漂着ごみは、海ごみの一部
□「海ごみ※1」が、深刻な地球規模の環境問題として注目されています。一方、「海ごみって、海岸に漂着するごみのことだよね」という人もいます。沿岸に漂着するごみも、深刻な問題を生んでいますが、海ごみには、「漂着ごみ」だけでなく「漂流ごみ」と「海底ごみ」があります。
□太平洋をはじめ世界の海洋には、膨大なごみが漂い続けています。特にプラスチックは自然界で分解されにくく、海流に乗って漂流し続け、海洋生態系や漁業への影響が懸念されています。
□これから4回ほどかけて、一般に流布している資料から海ごみ問題について、まとめてみたいと思います。第1回は「海ごみの実態」
実態がわかってきた海ごみ
□「海流に乗って漂流するごみ」として、30年近く前から太平洋に巨大なごみベルトがあるとの報告が出されていました※2。ですが、陸上で暮らしている私たちに「漂流ごみ」は実感しにくく、近年まで大きな話題になりませんでした。しかし、多くの研究者の地道な調査、漁業や船舶運輸関係者の証言などで、近年実態が明らかになってきました。
□2016年1月に開催されたダボス会議(世界経済フォーラム年次総会)でも、この問題が取り上げられ、そこで出された海ごみに関する報告書によって、その深刻な実態が明らかになりました。また、日本国内でも環境省が2016年1月と12月、内外の研究者らを招き、「海洋ごみシンポジウム」を開催するなど、関心が高くなっています。

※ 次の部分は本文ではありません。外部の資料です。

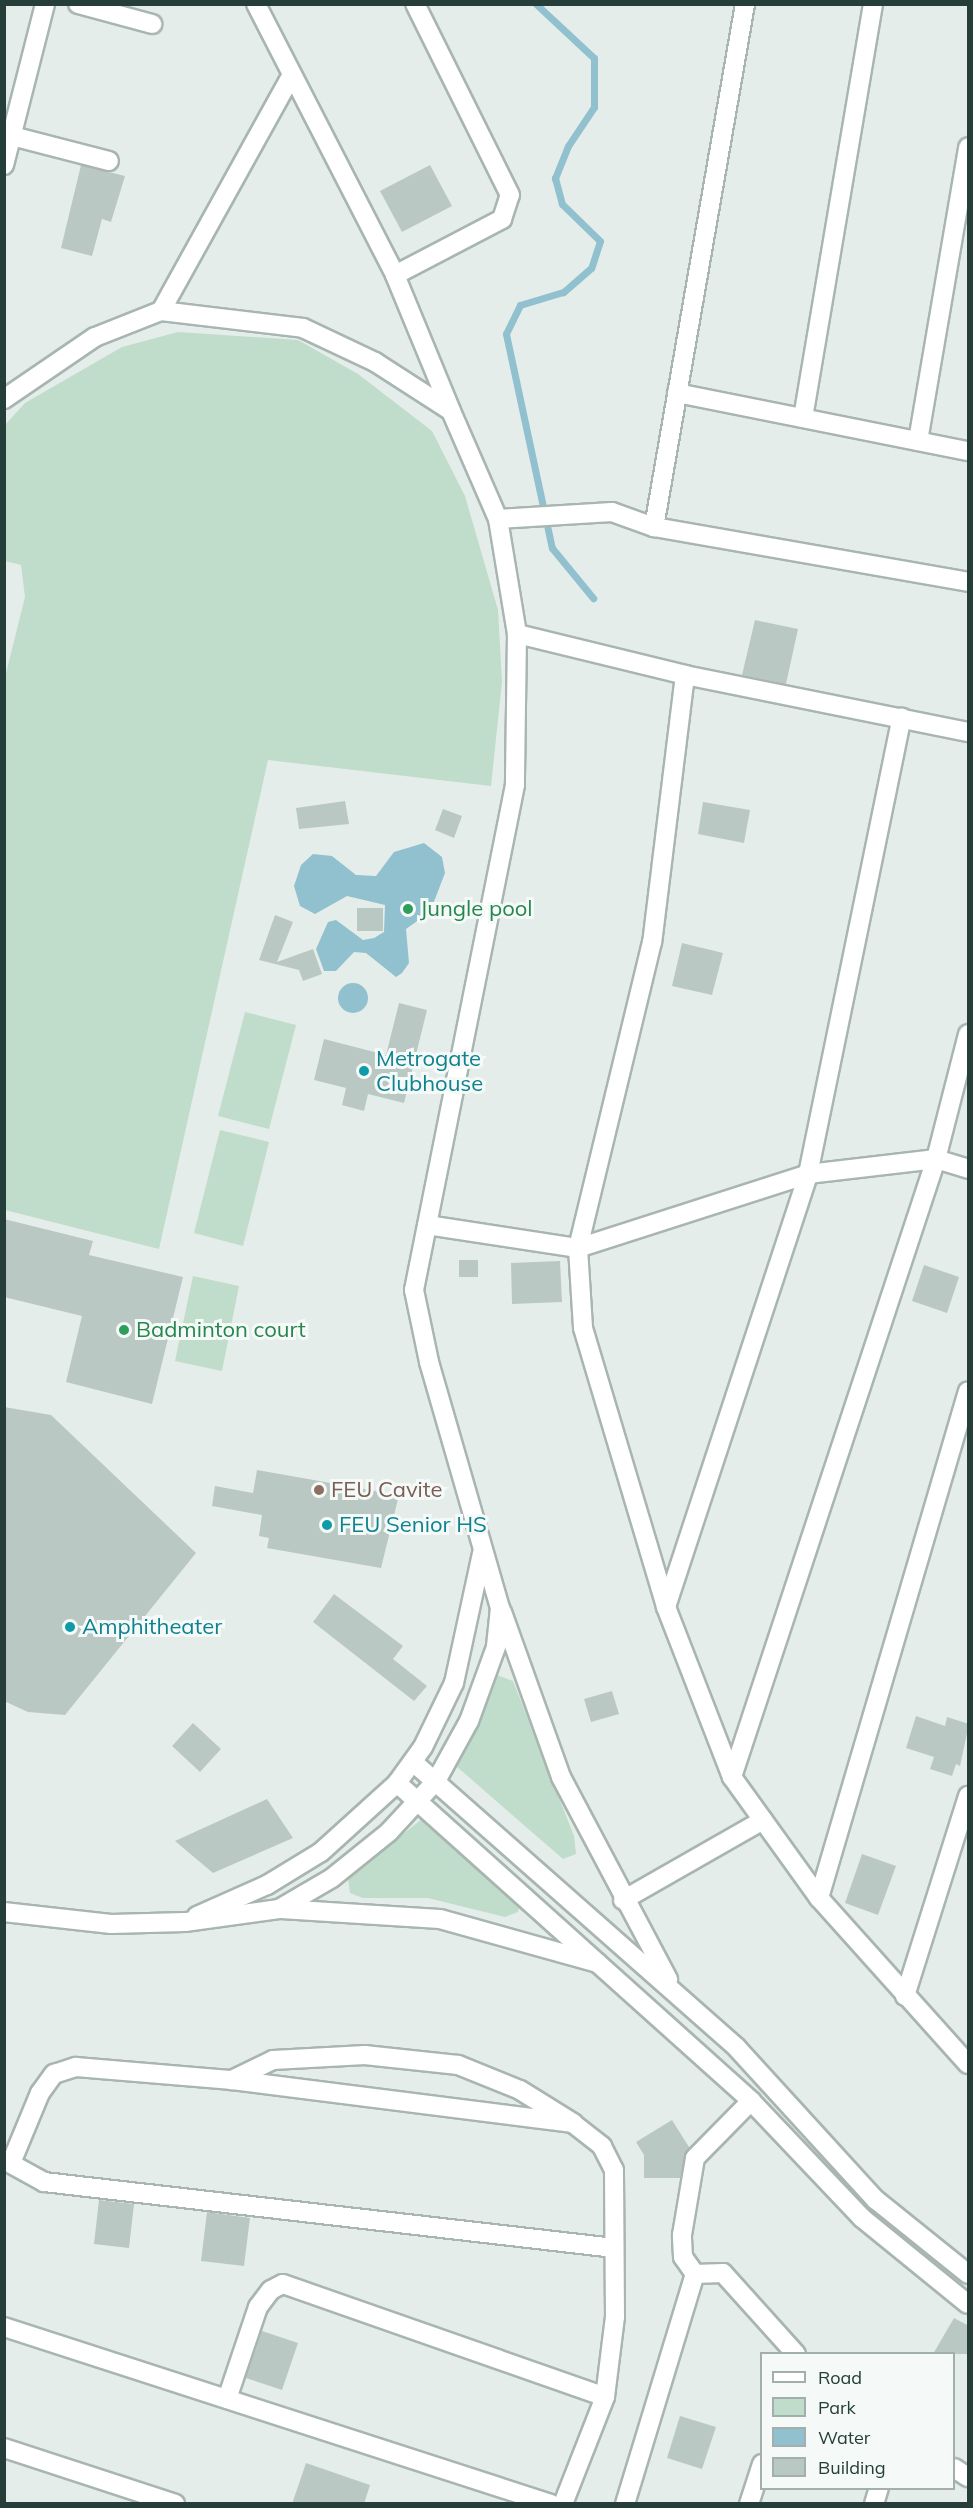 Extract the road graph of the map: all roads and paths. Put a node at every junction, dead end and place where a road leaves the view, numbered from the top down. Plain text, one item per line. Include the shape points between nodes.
1 (45, 4) edge
2 (78, 4) edge
3 (256, 4) edge
4 (416, 4) edge
5 (745, 4) edge
6 (873, 4) edge
7 (152, 24) dead end
8 (291, 76) junction
9 (12, 136) junction
10 (969, 147) edge
11 (109, 161) dead end
12 (4, 165) edge
13 (395, 275) junction
14 (161, 311) junction
15 (677, 393) junction
16 (4, 399) edge
17 (451, 411) junction
18 (803, 418) junction
19 (918, 441) junction
20 (969, 451) edge
21 (498, 519) junction
22 (654, 527) junction
23 (969, 582) edge
24 (517, 634) junction
25 (685, 675) junction
26 (902, 718) junction
27 (969, 732) edge
28 (969, 1034) edge
29 (936, 1159) junction
30 (969, 1169) edge
31 (808, 1174) junction
32 (427, 1225) junction
33 (578, 1248) junction
34 (969, 1391) edge
35 (483, 1548) junction
36 (666, 1607) junction
37 (500, 1608) junction
38 (413, 1762) junction
39 (732, 1777) junction
40 (436, 1781) junction
41 (397, 1783) junction
42 (969, 1796) edge
43 (418, 1802) junction
44 (762, 1820) junction
45 (819, 1898) junction
46 (623, 1900) junction
47 (279, 1909) junction
48 (4, 1912) edge
49 (185, 1922) junction
50 (605, 1965) junction
51 (675, 1991) junction
52 (905, 1996) junction
53 (969, 2064) edge
54 (232, 2080) junction
55 (751, 2101) junction
56 (573, 2123) junction
57 (8, 2162) edge
58 (614, 2248) junction
59 (695, 2274) junction
60 (969, 2274) edge
61 (969, 2304) edge
62 (4, 2327) edge
63 (794, 2352) edge
64 (605, 2397) junction
65 (227, 2399) junction
66 (4, 2448) edge
67 (955, 2469) edge
68 (760, 2470) edge
69 (969, 2477) edge
70 (175, 2504) edge
71 (551, 2504) edge
72 (563, 2504) edge
73 (625, 2504) edge
74 (749, 2504) edge

1 - 9 street
2 - 7 street
3 - 8 street
4 - 13 street via 510,195 502,219
5 - 15 street
6 - 18 street
8 - 13 street
8 - 14 street
9 - 11 street
9 - 12 street
10 - 19 street
13 - 17 street
14 - 16 street via 95,337
14 - 17 street via 303,328 375,362
15 - 18 street
15 - 22 street
17 - 21 street
18 - 19 street
19 - 20 street
21 - 22 street via 612,512
21 - 24 street
22 - 23 street
24 - 25 street
24 - 32 street via 515,785
25 - 26 street
25 - 33 street via 652,942
26 - 27 street
26 - 31 street
28 - 29 street
29 - 30 street
29 - 31 street
29 - 39 street
31 - 33 street
31 - 36 street
32 - 33 street
32 - 35 street via 414,1290 429,1362
33 - 36 street via 583,1328
34 - 45 street
35 - 37 street
35 - 38 street via 454,1683
36 - 39 street
37 - 40 street via 485,1683 470,1721
37 - 46 street via 561,1777
38 - 40 street
38 - 41 street
39 - 44 street
40 - 43 street
40 - 51 street
41 - 43 street
41 - 49 street via 321,1852 267,1885
42 - 52 street
43 - 47 street via 332,1878
43 - 50 street
44 - 45 street
44 - 46 street
45 - 52 street
46 - 51 street
47 - 49 street
47 - 50 street via 440,1919
48 - 49 street via 111,1924
50 - 55 street
51 - 60 street via 737,2048 876,2200
52 - 53 street
54 - 56 street
54 - 56 street via 273,2060 365,2055 458,2065 520,2090
54 - 57 street via 76,2067 54,2074 40,2093
55 - 59 street via 695,2158 682,2235 684,2257
55 - 61 street via 862,2218
56 - 58 street via 602,2146 614,2170
57 - 58 street via 44,2182
58 - 64 street via 615,2317
59 - 63 street via 723,2272
59 - 73 street
62 - 65 street
64 - 65 street via 283,2284 271,2290 258,2307
64 - 72 street
65 - 71 street
66 - 70 street
67 - 69 street
68 - 74 street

□以下は、2016年12月に開催された「海洋ごみシンポジウム(環境省主催)」資料※3から、海ごみのうち、主にプラスチック由来の漂流ごみの実態についてまとめたものです。
海に流出するプラスチック
□まず世界のプラスチック生産量ですが、1964年当時年間約1,500万トンだったものが、半世紀後の2014年には3億1,100万トンへと、20倍に増えました。

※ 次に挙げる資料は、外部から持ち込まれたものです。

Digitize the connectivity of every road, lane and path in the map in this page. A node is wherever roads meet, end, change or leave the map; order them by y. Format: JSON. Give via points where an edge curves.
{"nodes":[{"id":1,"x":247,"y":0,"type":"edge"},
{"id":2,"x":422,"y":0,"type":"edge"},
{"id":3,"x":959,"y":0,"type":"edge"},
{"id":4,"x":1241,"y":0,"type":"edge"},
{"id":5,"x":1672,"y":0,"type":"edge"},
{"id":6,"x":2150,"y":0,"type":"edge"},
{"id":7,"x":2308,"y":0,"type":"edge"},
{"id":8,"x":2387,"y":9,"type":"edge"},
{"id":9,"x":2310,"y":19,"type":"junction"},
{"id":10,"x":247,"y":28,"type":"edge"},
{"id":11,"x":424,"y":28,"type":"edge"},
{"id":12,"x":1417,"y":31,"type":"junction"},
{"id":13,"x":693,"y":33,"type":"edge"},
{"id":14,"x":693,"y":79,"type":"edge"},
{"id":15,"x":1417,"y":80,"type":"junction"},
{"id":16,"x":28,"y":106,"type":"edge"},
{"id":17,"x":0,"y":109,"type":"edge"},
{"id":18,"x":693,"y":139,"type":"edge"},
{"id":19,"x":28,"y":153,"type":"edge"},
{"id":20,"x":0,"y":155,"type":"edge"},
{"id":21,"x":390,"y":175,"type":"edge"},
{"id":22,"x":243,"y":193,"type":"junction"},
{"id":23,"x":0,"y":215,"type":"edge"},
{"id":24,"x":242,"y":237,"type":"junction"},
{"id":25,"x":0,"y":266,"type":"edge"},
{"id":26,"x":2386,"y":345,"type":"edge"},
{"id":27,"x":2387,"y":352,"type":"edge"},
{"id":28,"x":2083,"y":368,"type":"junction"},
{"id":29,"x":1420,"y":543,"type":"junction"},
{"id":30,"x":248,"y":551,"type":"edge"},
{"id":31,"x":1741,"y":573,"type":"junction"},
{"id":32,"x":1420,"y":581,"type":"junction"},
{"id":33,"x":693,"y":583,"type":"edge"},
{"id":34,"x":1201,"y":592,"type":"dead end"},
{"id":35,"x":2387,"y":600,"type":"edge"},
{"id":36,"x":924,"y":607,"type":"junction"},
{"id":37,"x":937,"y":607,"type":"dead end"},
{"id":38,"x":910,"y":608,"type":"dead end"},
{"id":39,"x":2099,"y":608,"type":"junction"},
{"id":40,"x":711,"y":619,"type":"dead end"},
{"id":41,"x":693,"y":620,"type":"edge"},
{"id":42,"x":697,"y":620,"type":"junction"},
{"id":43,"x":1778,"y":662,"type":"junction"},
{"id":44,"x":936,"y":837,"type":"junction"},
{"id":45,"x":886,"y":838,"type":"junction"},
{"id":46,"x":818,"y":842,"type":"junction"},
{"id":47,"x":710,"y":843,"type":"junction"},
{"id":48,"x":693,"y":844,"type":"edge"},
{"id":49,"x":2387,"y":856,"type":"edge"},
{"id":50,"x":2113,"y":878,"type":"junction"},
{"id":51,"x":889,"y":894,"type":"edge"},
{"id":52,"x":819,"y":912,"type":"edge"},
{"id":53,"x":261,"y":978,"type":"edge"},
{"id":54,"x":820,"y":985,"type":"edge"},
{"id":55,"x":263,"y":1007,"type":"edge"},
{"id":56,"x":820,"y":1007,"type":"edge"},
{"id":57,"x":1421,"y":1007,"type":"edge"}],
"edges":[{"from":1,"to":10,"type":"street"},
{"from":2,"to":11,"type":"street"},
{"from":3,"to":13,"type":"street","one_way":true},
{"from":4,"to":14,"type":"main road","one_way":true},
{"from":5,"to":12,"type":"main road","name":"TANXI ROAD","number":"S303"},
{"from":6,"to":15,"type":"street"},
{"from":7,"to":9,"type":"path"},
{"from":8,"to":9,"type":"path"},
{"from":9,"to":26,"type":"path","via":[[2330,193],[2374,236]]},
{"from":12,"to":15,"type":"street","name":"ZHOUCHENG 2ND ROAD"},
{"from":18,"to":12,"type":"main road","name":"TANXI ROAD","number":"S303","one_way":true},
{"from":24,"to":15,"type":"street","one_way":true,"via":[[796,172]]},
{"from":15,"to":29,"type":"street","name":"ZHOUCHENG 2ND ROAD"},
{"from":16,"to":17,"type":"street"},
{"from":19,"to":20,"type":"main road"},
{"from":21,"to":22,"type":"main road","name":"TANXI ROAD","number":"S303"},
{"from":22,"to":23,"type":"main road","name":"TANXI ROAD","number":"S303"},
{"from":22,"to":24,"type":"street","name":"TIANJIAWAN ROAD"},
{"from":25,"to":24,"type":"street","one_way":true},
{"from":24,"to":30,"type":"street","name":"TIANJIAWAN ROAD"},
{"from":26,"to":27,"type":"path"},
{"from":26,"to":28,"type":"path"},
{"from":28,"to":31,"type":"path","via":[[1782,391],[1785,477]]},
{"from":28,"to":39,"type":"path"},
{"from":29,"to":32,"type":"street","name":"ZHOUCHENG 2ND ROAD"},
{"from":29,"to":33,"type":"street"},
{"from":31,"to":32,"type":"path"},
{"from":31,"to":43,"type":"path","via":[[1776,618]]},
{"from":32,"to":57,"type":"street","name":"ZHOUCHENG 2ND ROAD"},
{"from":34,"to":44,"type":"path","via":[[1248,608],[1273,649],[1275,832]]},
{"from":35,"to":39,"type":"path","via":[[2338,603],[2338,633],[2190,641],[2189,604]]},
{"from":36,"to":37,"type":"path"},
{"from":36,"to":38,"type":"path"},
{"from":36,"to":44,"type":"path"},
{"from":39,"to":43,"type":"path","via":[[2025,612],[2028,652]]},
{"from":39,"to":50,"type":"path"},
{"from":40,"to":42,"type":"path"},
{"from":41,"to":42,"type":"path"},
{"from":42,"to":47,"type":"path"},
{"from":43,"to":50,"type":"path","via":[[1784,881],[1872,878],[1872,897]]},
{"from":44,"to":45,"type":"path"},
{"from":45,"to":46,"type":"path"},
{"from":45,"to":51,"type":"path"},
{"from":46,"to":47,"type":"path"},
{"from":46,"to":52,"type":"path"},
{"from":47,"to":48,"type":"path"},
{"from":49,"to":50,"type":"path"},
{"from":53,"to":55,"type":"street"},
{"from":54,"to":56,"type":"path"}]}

□使用後のプラスチックのうち、毎年少なくとも800万トンが海に流出しているとのことです。流出国のトップは中国と見られ353万トン/年(2010年推計。以下同じ)。2位以下インドネシア129万トン/年、フィリピン75万トン/年、ベトナム73万トン/年と続き、上位4位までを東・東南アジア諸国が占めています。
□流出量の推計値には幅があり、上記はそれぞれの推計量の最大値です。それでも、この4カ国分を足しただけでも630万トンになり、この地域からの流出プラスチックの多さがわかります。
□日本からも年間6万トンのプラスチックが流出していると見られます。先にあげた国々よりずっと少ない量ですが、これらの国々より数十年早く工業化し、過去には深刻な公害を経験している日本だけに、過去も含めた累積流出量は相当なものになると思われます。
約5兆個の漂流プラスチックごみ
□海洋を漂流するプラスチックごみのうち、5mm以下のものはマイクロプラスチックと呼ばれています。洗顔剤や歯みがきなどに含まれるビーズ状のスクラブ(研磨剤)、フリース衣料の洗濯時に出る細かなくず(マイクロファイバー)などもマイクロプラスチックになります。このような元々小さなプラスチック片は排水とともに下水処理場に行き着きますが、処理工程で捕捉されず、処理水とともに環境中に放出されるものも多くあります。このような元から小さなマイクロプラスチックは、「一次的マイクロプラスチック」と呼ばれています。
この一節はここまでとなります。